By analyzing images obtained from a biopsy, this experimental program identifies the presence of certain diseases in minutes instead of several hours.
This is what artificial intelligence should be primarily used for. In a study published in November 2024, researchers from the University of Washington show how their model, based on deep learning, considerably accelerates medical diagnosis of serious illnesses.
This artificial intelligence (AI) not only obtains correct results, but it also works faster than any previous model of the same type. “ I believe we now have a way to identify diseases and tissues that is faster and more accurate than humans », rejoice the authors of this work.
« It could revolutionize this type of medicine »
Concretely, this model makes it possible to analyze images of the body obtained after a biopsy, which consists of taking a very small sample of an organ. This is how the AI was trained: with hundreds of images from previous epigenetic studies carried out by this same team, which contained already identified signs of diseases in the tissues of the kidneys, testicles and ovaries of rats and mice. The researchers also added, in the training process, gigapixel images (very high definition for great precision) of signs of breast cancer and metastases.

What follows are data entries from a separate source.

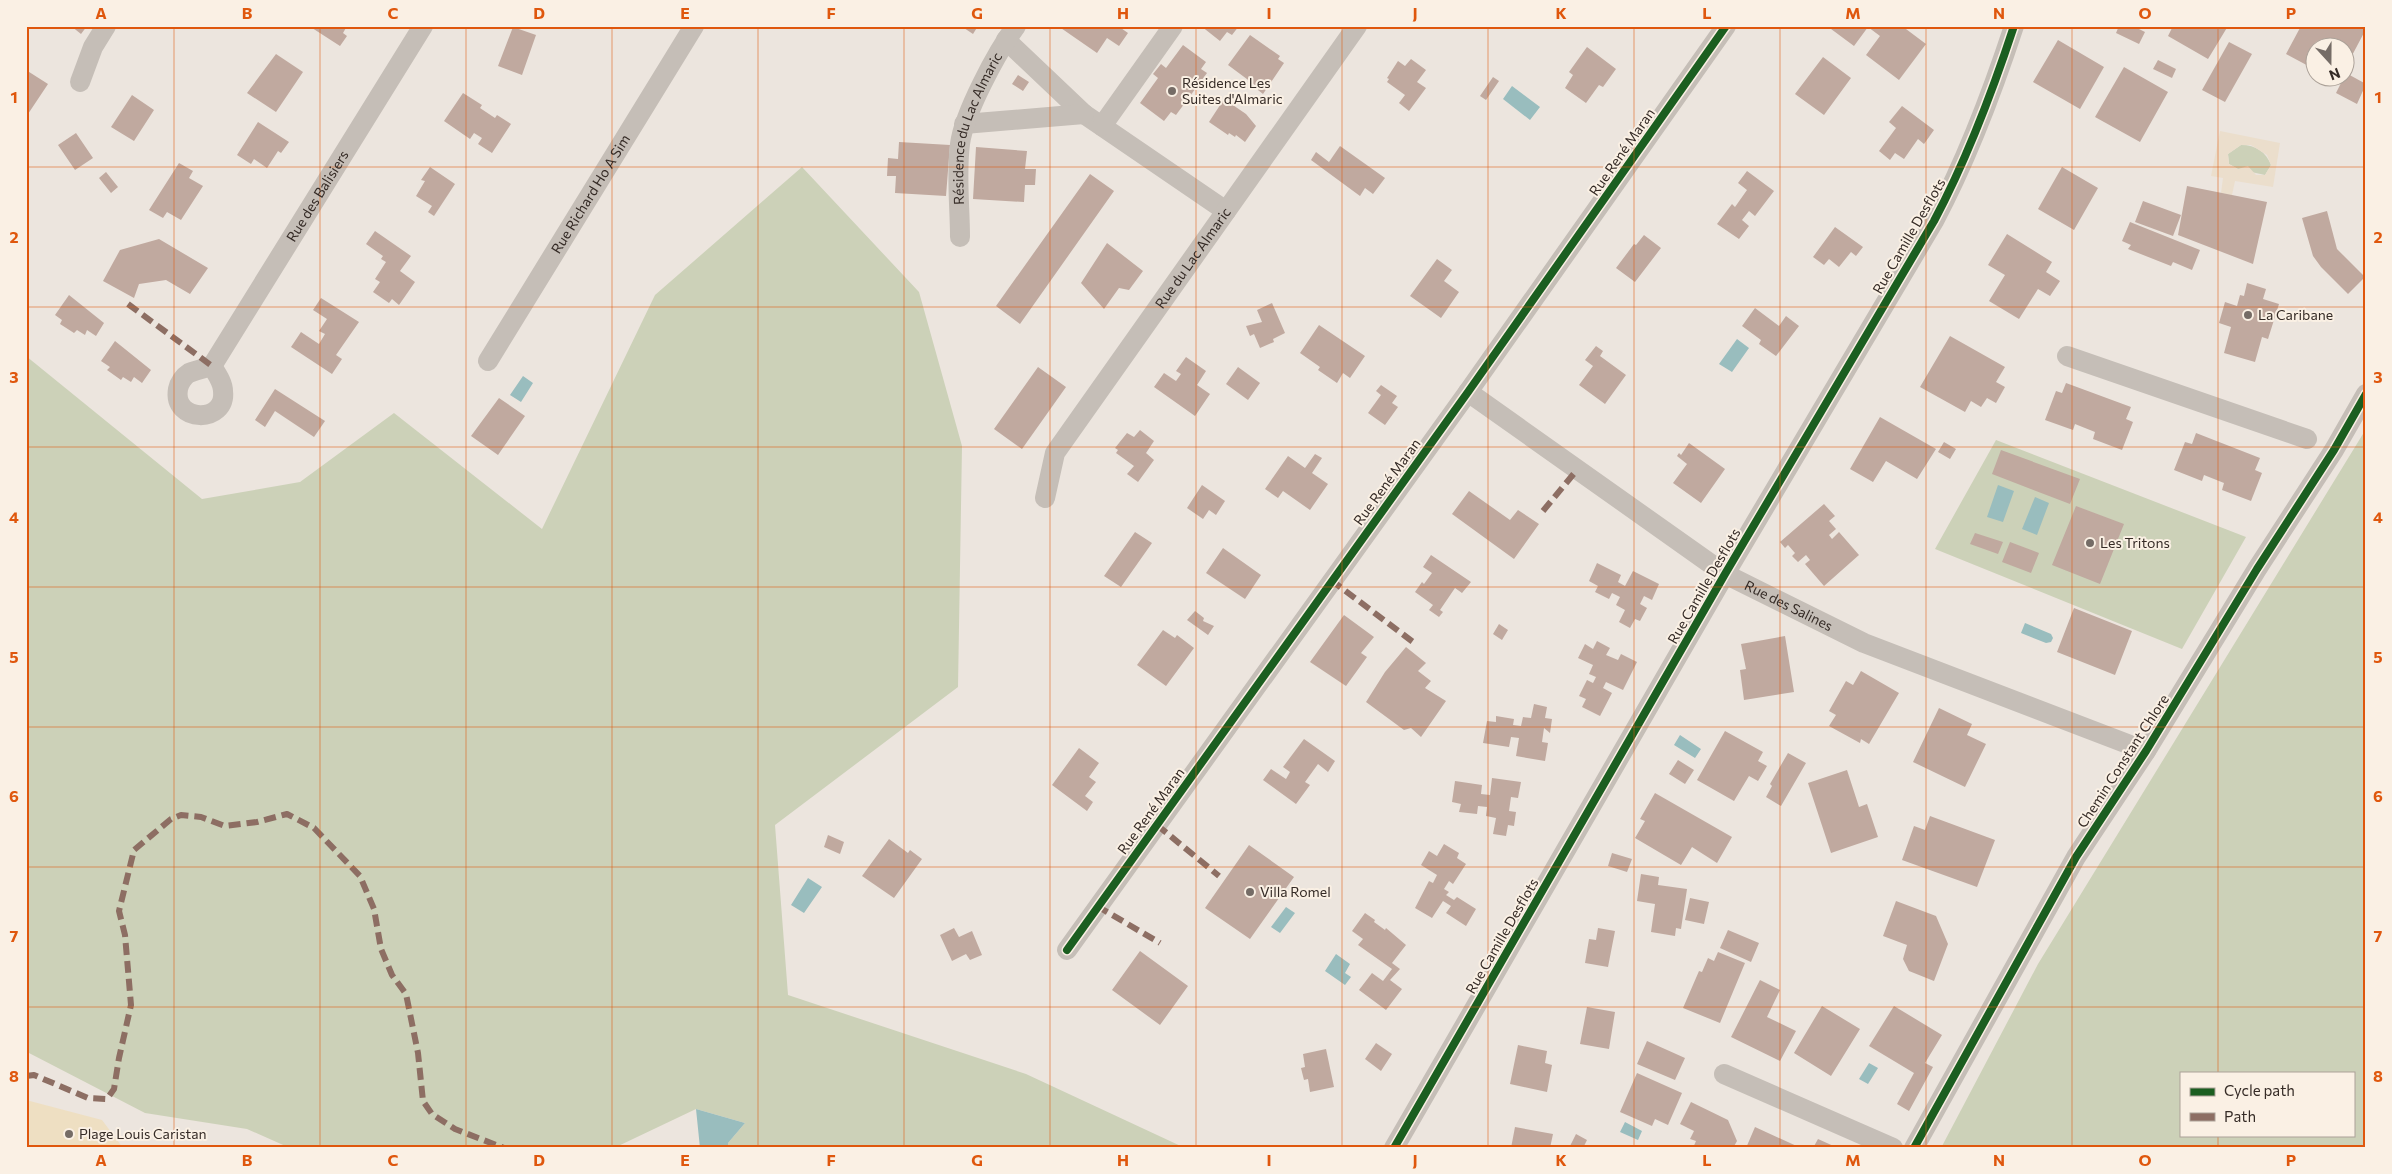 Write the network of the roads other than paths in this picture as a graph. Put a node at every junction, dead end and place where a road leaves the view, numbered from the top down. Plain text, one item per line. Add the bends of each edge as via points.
1 (106, 26) edge
2 (423, 26) edge
3 (694, 26) edge
4 (1173, 26) edge
5 (1357, 26) edge
6 (1726, 26) edge
7 (2014, 26) edge
8 (1011, 33) edge
9 (80, 82) dead end
10 (1084, 114) junction
11 (964, 124) junction
12 (1102, 126) junction
13 (1226, 211) junction
14 (960, 237) dead end
15 (2067, 356) dead end
16 (488, 361) dead end
17 (212, 366) dead end
18 (1468, 392) junction
19 (2366, 394) edge
20 (2307, 439) dead end
21 (1045, 498) dead end
22 (1725, 574) junction
23 (2146, 751) junction
24 (1067, 950) dead end
25 (1724, 1074) dead end
26 (1394, 1148) edge
27 (1893, 1148) edge
28 (1914, 1148) edge

1 - 9 street via 93,47
2 - 17 street, Rue des Balisiers
3 - 16 street, Rue Richard Ho A Sim
4 - 12 street
5 - 13 street, Rue du Lac Almaric
6 - 18 street, Rue René Maran
7 - 22 street, Rue Camille Desflots via 1958,176
8 - 10 street
8 - 11 street, Résidence du Lac Almaric
10 - 11 street
10 - 12 street
11 - 14 street, Résidence du Lac Almaric via 960,146
12 - 13 street
13 - 21 street, Rue du Lac Almaric via 1055,453
15 - 20 street
18 - 22 street, Rue des Salines
18 - 24 street, Rue René Maran
19 - 23 street, Chemin Constant Chlore
22 - 23 street, Rue des Salines via 1864,643
22 - 26 street, Rue Camille Desflots
23 - 28 street, Chemin Constant Chlore via 2076,857
25 - 27 street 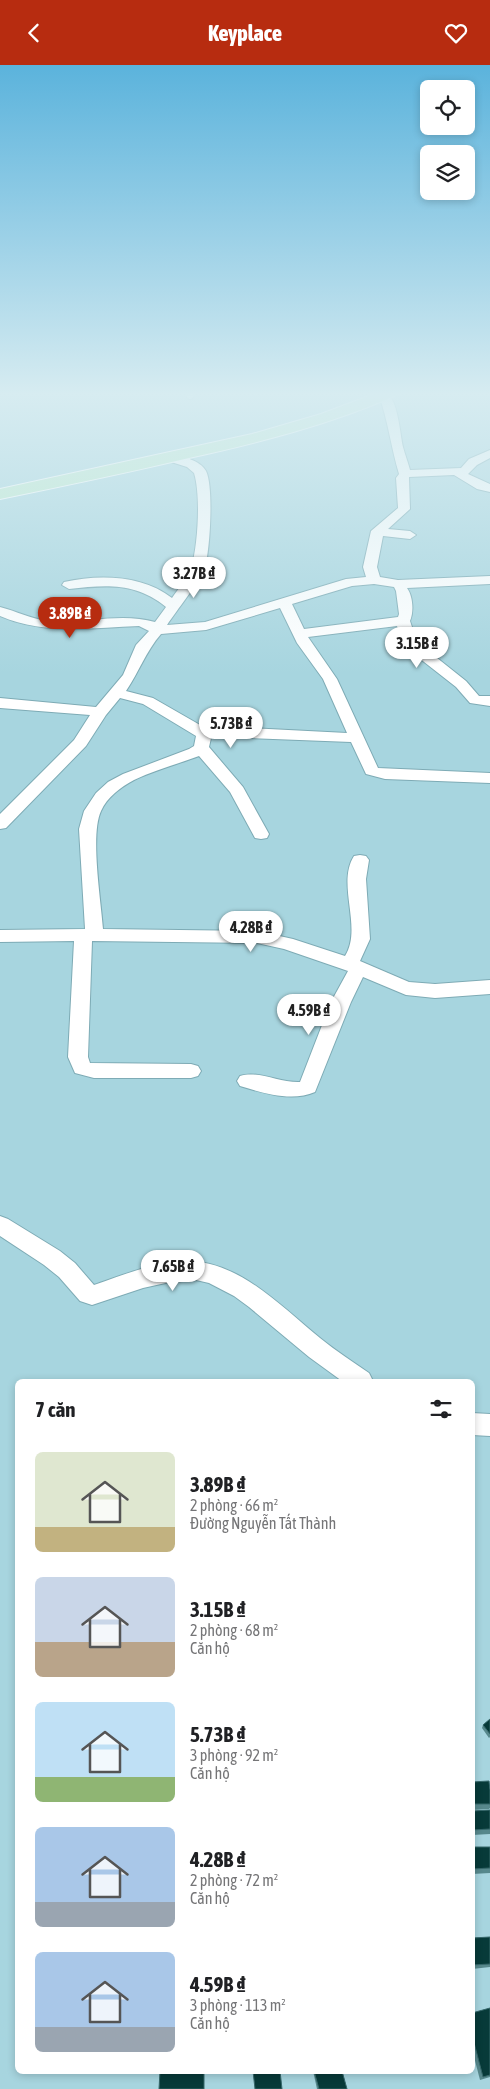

The results were so conclusive that the AI detected cancerous tissues in just a few minutes, whereas it takes humans several hours, the use of microscopes and mutual validation between specialists. The AI was even able to provide a diagnosis when human teams kicked into touch. Of course, a diagnosis is not just a result and the role of the doctor remains essential in its interpretation; but the time saved for patient care could be colossal.
« This AI-based deep learning program was very, very accurate in examining these tissues », Indicates Michael Skinner, biologist and co-author of this work. “ It could revolutionize this type of medicine, both for animals and humans, by facilitating this type of analysis “. Such a model could be applied to any disease for which there is a sufficient database to feed an AI. According to the authors, this would be particularly useful for genetic diseases.